The joust between the lord of the tournament and the knight of the red rose

The Vectis Decorative & Fine Arts Society present Romance, Pageantry and Mud: The Eglinton Tournament and Victorian Medievalism

Doors open at 6.30pm. Light suppers and bar available. Lecture starts at 8pm until 9pm. Visitors welcome £8.00

The greater part of the modern popular conception of the medieval knight comes not from the Middle Ages but from the Victorian imagination. The 1839 Eglinton Tournament was an attempt to recreate a full scale medieval tournament. It provided a legacy of an artistic and cultural movement that defined the age. Dr Tobias Capwell FSA is the Curator of Ams and Armour for the Wallace Collection. Illustration: The joust between the Knight of the Red Rose and the Lord of the Tournament, as engraved by Thomas Hodgson

Background taken from Wikipedia The Eglinton Tournament of 1839 was a re-enactment of a medieval joust and revel held in Scotland on Friday 30 August.[1] It was funded and organized by Archibald, Earl of Eglinton, and took place at Eglinton Castle in Ayrshire. The Queen of Beauty was Georgiana, Duchess of Somerset. Many distinguished visitors took part, including Prince Louis Napoleon, the future Emperor of the French. The Tournament was a deliberate act of Romanticism, and drew 100,000 spectators. It is primarily known now for the ridicule poured on it by the Whigs. Problems were caused by rainstorms. At the time views were mixed:

"Whatever opinion may be formed of the success of the Tournament, as an imitation of ancient manners and customs, we heard only one feeling of admiration expressed at the gorgeousness of the whole scene, considered only as a pageant. Even on Wednesday, when the procession was seen to the greatest possible disadvantage, the dullest eye glistened with delight as the lengthy and stately train swept into the marshalled lists".[2]

Participants had undergone regular training. The preparations, and the many works of art commissioned for or inspired by the Eglinton Tournament, had an effect on public feeling and the course of 19th-century Gothic revivalism.

Its ambition carried over to events such as the lavish Tournament of Brussels in 1905, and presaged the historical reenactments of the present.
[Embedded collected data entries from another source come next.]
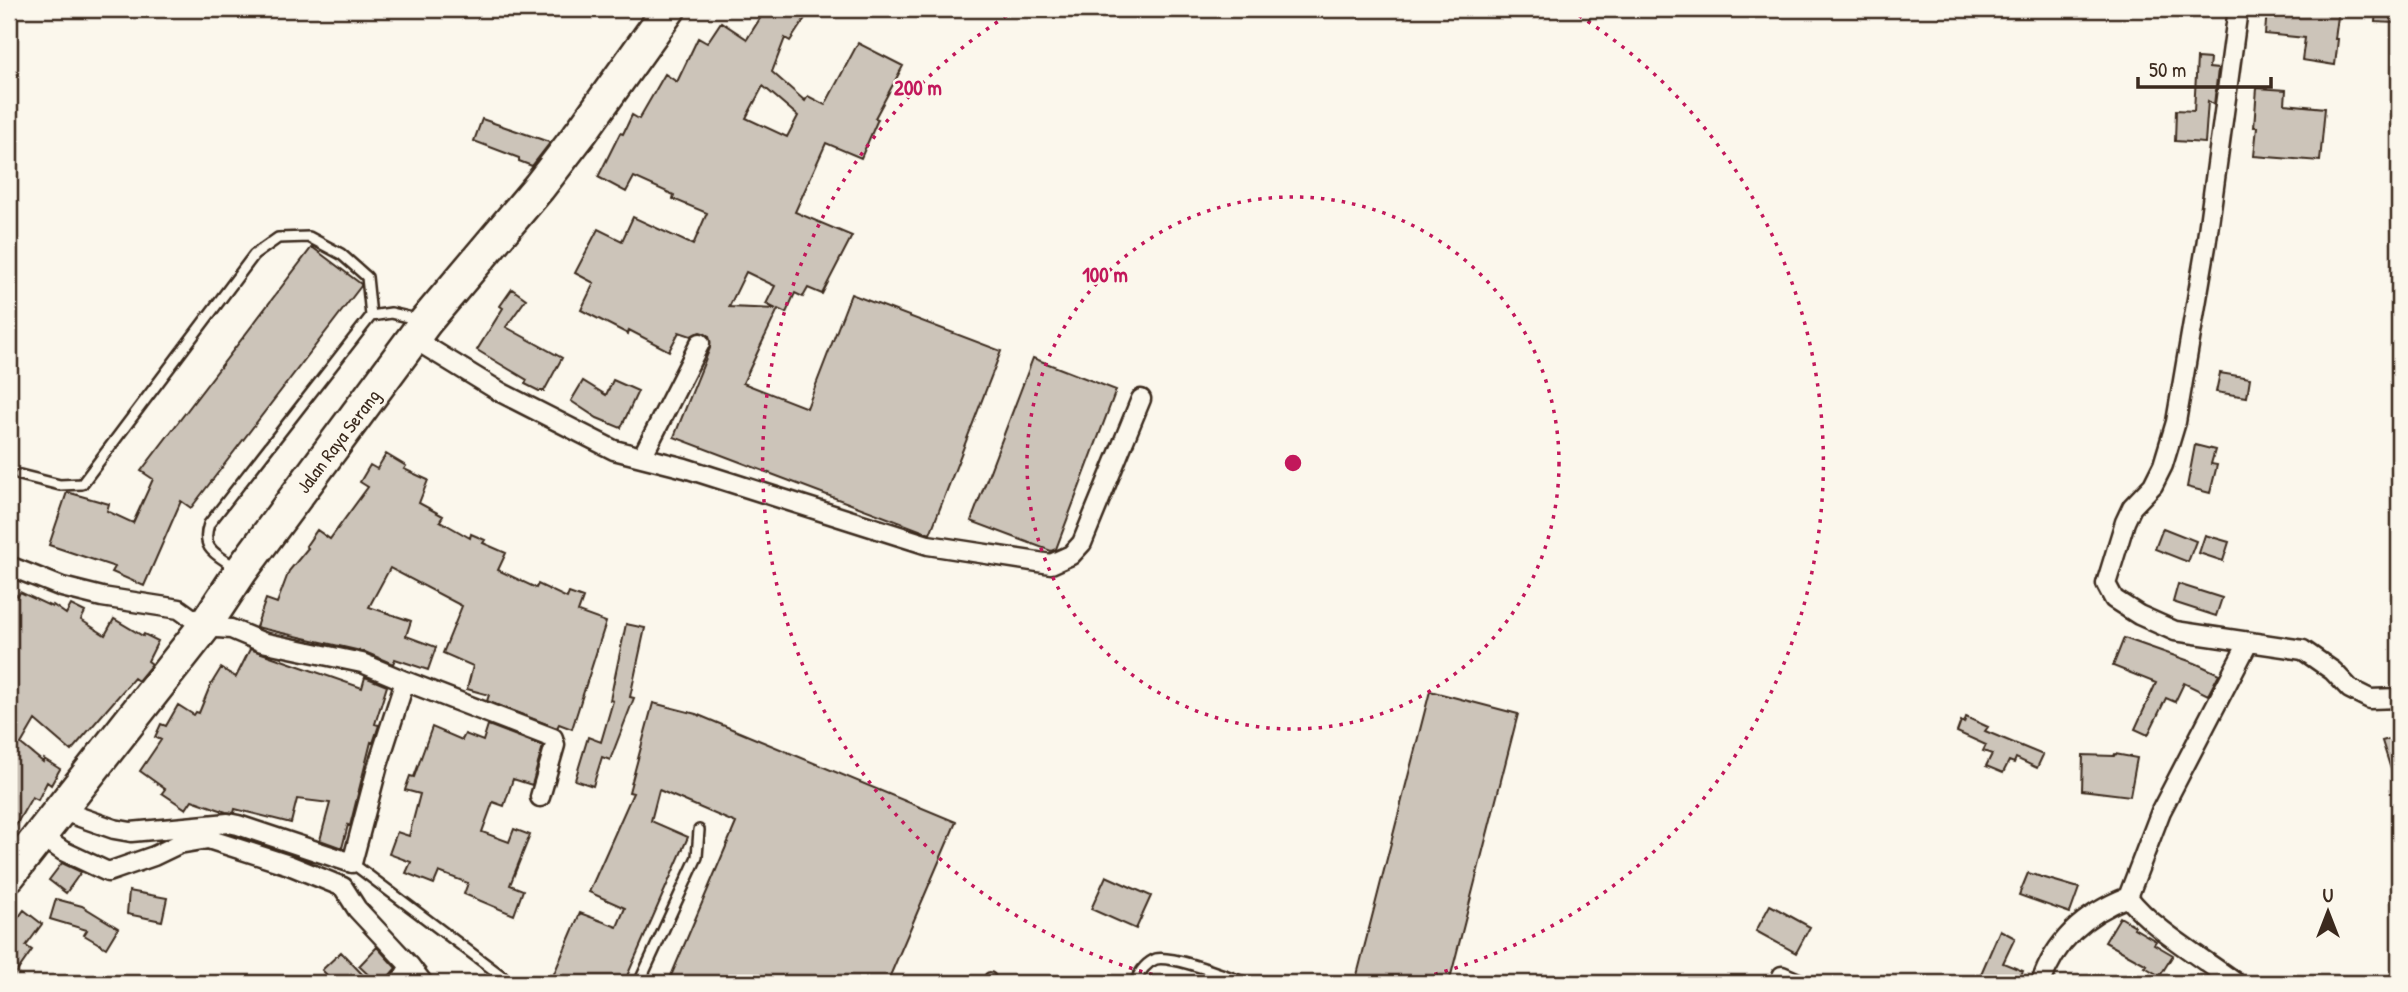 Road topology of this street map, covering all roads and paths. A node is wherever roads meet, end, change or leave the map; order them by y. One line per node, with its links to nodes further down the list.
1 (669, 9): 4 (highway, Jalan Raya Serang)
2 (2238, 9): 12 (street)
3 (371, 316): 4 (lane); 8 (lane); 10 (lane)
4 (420, 330): 7 (street); 10 (highway, Jalan Raya Serang)
5 (700, 343): 7 (street)
6 (1140, 399): 7 (street)
7 (642, 457)
8 (20, 475)
9 (9, 566): 11 (street)
10 (241, 571): 11 (highway, Jalan Raya Serang)
11 (204, 627): 13 (street); 16 (highway, Jalan Raya Serang)
12 (2248, 643): 14 (street); 21 (street)
13 (405, 681): 15 (street); 19 (street)
14 (2399, 698)
15 (540, 797)
16 (60, 810): 18 (highway, Jalan Raya Serang); 19 (street)
17 (699, 830): 26 (lane)
18 (41, 836): 20 (highway, Jalan Raya Serang); 22 (street)
19 (352, 863): 25 (lane)
20 (9, 875)
21 (2128, 897): 29 (street); 30 (street)
22 (410, 966): 23 (street); 24 (street)
23 (400, 983)
24 (423, 983)
25 (511, 983)
26 (639, 983)
27 (1135, 983): 28 (lane)
28 (1247, 983)
29 (2041, 983)
30 (2236, 983) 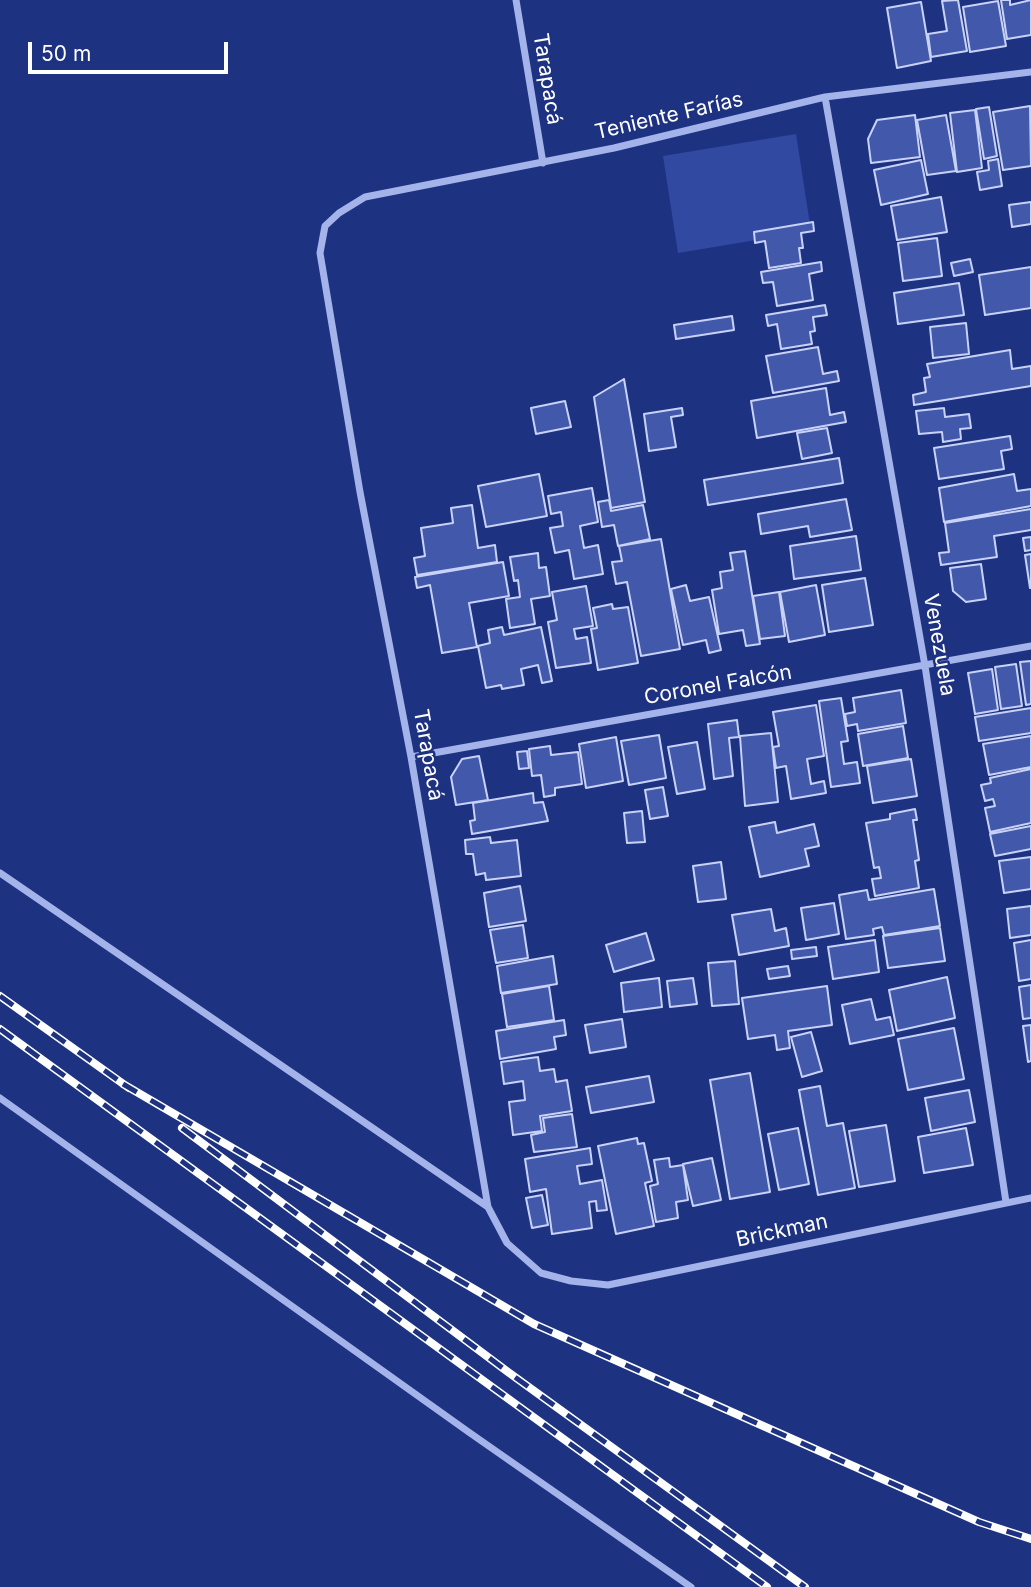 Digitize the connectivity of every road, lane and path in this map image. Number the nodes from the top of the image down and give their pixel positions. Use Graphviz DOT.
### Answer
graph roads {
  1 [pos="516,0"];
  2 [pos="1031,72"];
  3 [pos="825,97"];
  4 [pos="543,163"];
  5 [pos="326,226"];
  6 [pos="1031,646"];
  7 [pos="925,666"];
  8 [pos="411,757"];
  9 [pos="0,873"];
  10 [pos="0,1098"];
  11 [pos="1031,1198"];
  12 [pos="1006,1202"];
  13 [pos="488,1207"];
  14 [pos="541,1273"];
  15 [pos="691,1587"];
  1 -- 4 [label="street, Tarapacá"];
  2 -- 3 [label="street, Teniente Farías"];
  3 -- 4 [label="street, Teniente Farías"];
  3 -- 7 [label="street, Venezuela"];
  4 -- 5 [label="street, Teniente Farías"];
  5 -- 8 [label="street, Tarapacá"];
  6 -- 7 [label="street, Coronel Falcón"];
  7 -- 8 [label="street, Coronel Falcón"];
  7 -- 12 [label="street, Venezuela"];
  8 -- 13 [label="street, Tarapacá"];
  9 -- 13 [label="street"];
  10 -- 15 [label="street"];
  11 -- 12 [label="street, Brickman"];
  12 -- 14 [label="street, Brickman"];
  13 -- 14 [label="street, Tarapacá"];
} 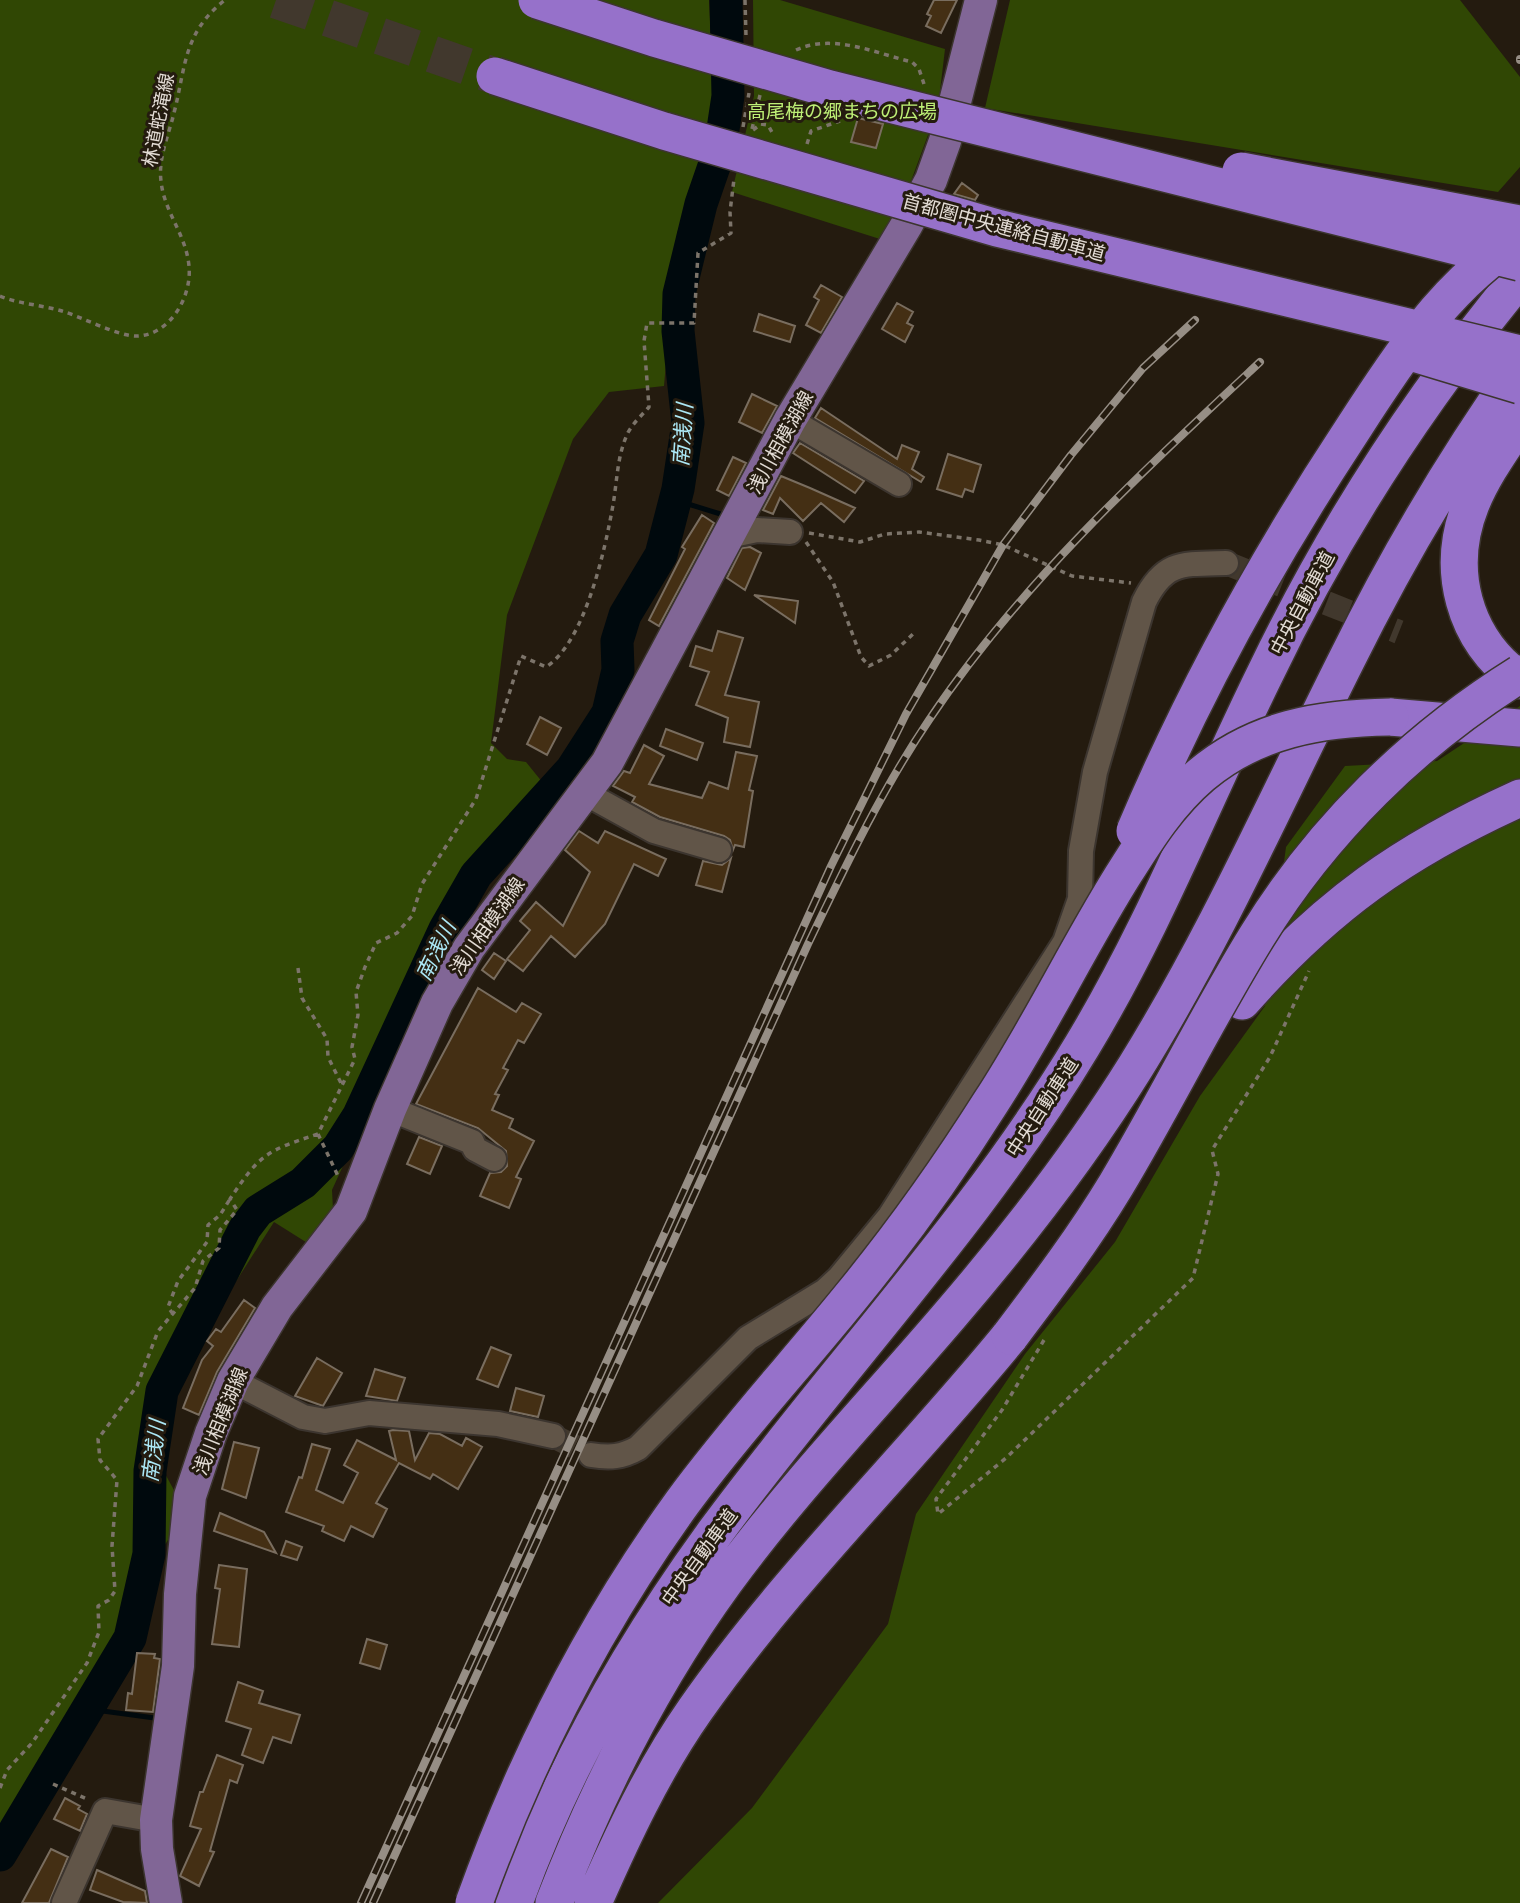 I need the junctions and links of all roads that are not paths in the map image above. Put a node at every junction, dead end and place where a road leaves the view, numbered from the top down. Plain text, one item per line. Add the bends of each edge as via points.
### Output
1 (537, 0) edge
2 (981, 0) edge
3 (495, 76) tunnel mouth
4 (995, 130) junction
5 (1520, 224) edge
6 (997, 228) junction
7 (1520, 238) edge
8 (1520, 262) edge
9 (1520, 277) edge
10 (1520, 354) edge
11 (1520, 368) edge
12 (1520, 385) edge
13 (790, 420) junction
14 (1520, 421) edge
15 (898, 484) dead end
16 (790, 532) road end
17 (728, 536) junction
18 (1226, 564) tunnel mouth
19 (1520, 674) edge
20 (1520, 680) edge
21 (1520, 728) edge
22 (585, 793) junction
23 (1520, 799) edge
24 (719, 850) dead end
25 (1100, 912) junction
26 (390, 1109) junction
27 (495, 1158) dead end
28 (1070, 1256) junction
29 (233, 1381) junction
30 (553, 1436) tunnel mouth
31 (591, 1455) tunnel mouth
32 (156, 1820) junction
33 (64, 1903) edge
34 (167, 1903) edge
35 (474, 1903) edge
36 (514, 1903) edge
37 (554, 1903) edge
38 (593, 1903) edge

1 - 4 highway, bridge via 830,89
2 - 13 main road, 浅川相模湖線 via 931,180
3 - 6 highway, 首都圏中央連絡自動車道, bridge via 664,131
4 - 5 highway, bridge via 1335,186
4 - 8 highway, bridge
6 - 10 highway, 首都圏中央連絡自動車道, bridge
6 - 12 highway, bridge
7 - 25 highway, bridge via 1480,266 1431,316 1315,486 1199,691
9 - 36 highway, 中央自動車道 via 1452,363 1329,552 1265,672 1173,874 1081,1047 964,1220 750,1486 654,1619 573,1765
11 - 37 highway, 中央自動車道 via 1415,531 1208,942 1135,1068 1045,1198 725,1581 673,1657 619,1752
13 - 15 street
13 - 17 main road, 浅川相模湖線
14 - 20 highway via 1472,500 1461,536 1459,564 1463,599 1477,633 1496,661
16 - 17 street via 757,530
17 - 22 main road, 浅川相模湖線 via 626,728
18 - 31 street via 1174,568 1152,585 1095,772 1081,851 1080,900 1065,942 890,1216 825,1291 748,1338 638,1448 624,1456
19 - 28 highway, bridge via 1425,743 1376,786 1324,843 1257,936 1115,1186
21 - 25 highway, bridge via 1390,717 1324,720 1252,742 1201,775 1156,824
22 - 24 street via 654,831
22 - 26 main road, 浅川相模湖線 via 469,948 437,1003
23 - 28 highway, bridge via 1436,839 1360,888 1274,964 1208,1048 1112,1200
25 - 35 highway, bridge via 1009,1073 925,1199 873,1270 698,1481 612,1607 537,1750
26 - 27 street via 472,1142 475,1149
26 - 29 main road, 浅川相模湖線 via 351,1211 277,1307
28 - 38 highway, bridge via 952,1407 786,1593 693,1712 652,1780
29 - 30 street via 303,1417 325,1421 369,1413 498,1424
29 - 32 main road, 浅川相模湖線 via 190,1496 178,1666
32 - 33 street via 105,1811
32 - 34 main road, 浅川相模湖線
Features of the tournament were actually inspired by Walter Scott's novel Ivanhoe: it was attempting "to be a living re-enactment of the literary romances".[3]

In Eglinton’s own words "I am aware of the manifold deficiencies in its exhibition — more perhaps than those who were not so deeply interested in it; I am aware that it was a very humble imitation of the scenes which my imagination had portrayed, but I have, at least, done something towards the revival of chivalry".[4]

While others made a profit, Lord Eglinton had to absorb losses.[5]

The Earl's granddaughter, Viva Montgomerie recalled in her memoirs that "he had spent most of the wealth of the estate".